◆ Problem description: Copy each line of the material beneath that holds the word "Karlstraße".

◆ Data records:
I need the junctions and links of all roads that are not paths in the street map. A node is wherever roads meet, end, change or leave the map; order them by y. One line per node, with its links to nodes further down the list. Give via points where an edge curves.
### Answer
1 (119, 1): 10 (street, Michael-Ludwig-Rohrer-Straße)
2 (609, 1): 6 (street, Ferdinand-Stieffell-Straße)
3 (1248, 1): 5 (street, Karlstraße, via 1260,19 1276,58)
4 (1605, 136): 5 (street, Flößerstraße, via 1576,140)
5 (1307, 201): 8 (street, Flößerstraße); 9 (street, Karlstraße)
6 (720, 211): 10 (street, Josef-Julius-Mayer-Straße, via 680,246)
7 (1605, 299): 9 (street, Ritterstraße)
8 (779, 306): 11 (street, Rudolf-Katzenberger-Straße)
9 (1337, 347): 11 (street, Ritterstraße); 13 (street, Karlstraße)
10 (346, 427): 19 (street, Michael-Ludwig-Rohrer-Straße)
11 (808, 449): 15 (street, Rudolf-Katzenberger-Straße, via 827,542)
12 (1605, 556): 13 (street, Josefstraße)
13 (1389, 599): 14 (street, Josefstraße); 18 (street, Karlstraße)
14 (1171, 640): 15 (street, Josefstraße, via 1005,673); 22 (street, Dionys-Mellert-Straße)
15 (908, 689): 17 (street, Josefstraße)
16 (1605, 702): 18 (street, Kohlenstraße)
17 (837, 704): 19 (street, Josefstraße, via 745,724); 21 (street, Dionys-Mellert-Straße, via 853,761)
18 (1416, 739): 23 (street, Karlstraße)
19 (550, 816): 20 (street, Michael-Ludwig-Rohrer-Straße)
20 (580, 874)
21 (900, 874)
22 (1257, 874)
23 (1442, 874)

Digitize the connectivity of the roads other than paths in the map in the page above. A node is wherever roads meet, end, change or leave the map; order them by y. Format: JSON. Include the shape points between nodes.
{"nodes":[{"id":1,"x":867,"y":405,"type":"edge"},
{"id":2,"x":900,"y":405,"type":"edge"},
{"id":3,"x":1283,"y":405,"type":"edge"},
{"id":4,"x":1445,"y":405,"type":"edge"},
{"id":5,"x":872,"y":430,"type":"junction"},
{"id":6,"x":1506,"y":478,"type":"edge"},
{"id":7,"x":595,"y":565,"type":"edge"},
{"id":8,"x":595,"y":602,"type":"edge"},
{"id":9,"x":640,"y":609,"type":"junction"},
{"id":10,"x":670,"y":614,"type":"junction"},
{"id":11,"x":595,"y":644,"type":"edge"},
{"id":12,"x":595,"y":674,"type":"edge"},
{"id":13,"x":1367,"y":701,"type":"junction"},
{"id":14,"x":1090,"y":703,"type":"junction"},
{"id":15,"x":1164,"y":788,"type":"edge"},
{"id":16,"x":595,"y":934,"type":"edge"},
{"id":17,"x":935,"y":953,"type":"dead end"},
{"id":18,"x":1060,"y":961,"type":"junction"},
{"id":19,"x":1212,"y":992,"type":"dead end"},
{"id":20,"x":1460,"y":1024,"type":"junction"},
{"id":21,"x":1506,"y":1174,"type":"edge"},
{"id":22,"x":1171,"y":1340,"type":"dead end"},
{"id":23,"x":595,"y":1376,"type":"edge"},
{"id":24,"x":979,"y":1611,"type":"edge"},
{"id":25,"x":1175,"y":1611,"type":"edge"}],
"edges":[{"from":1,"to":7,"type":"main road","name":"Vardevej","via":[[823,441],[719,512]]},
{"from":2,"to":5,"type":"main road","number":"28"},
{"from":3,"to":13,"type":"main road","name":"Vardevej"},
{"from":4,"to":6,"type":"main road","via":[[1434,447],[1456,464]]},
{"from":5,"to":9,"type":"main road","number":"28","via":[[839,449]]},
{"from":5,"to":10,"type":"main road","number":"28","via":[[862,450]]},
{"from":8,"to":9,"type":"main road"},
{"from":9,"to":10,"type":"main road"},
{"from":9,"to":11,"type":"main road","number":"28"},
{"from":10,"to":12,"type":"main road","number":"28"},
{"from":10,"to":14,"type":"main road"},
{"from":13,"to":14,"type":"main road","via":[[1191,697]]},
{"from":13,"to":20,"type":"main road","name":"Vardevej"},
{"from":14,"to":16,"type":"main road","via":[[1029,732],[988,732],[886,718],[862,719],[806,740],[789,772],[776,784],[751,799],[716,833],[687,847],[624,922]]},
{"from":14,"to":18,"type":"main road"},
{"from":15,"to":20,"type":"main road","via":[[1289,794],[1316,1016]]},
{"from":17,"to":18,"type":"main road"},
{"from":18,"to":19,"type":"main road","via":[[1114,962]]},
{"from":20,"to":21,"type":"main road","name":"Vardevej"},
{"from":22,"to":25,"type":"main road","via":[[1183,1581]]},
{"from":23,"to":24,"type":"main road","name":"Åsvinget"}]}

◆ Result for this exercise:
3 (1248, 1): 5 (street, Karlstraße, via 1260,19 1276,58)
5 (1307, 201): 8 (street, Flößerstraße); 9 (street, Karlstraße)
9 (1337, 347): 11 (street, Ritterstraße); 13 (street, Karlstraße)
13 (1389, 599): 14 (street, Josefstraße); 18 (street, Karlstraße)
18 (1416, 739): 23 (street, Karlstraße)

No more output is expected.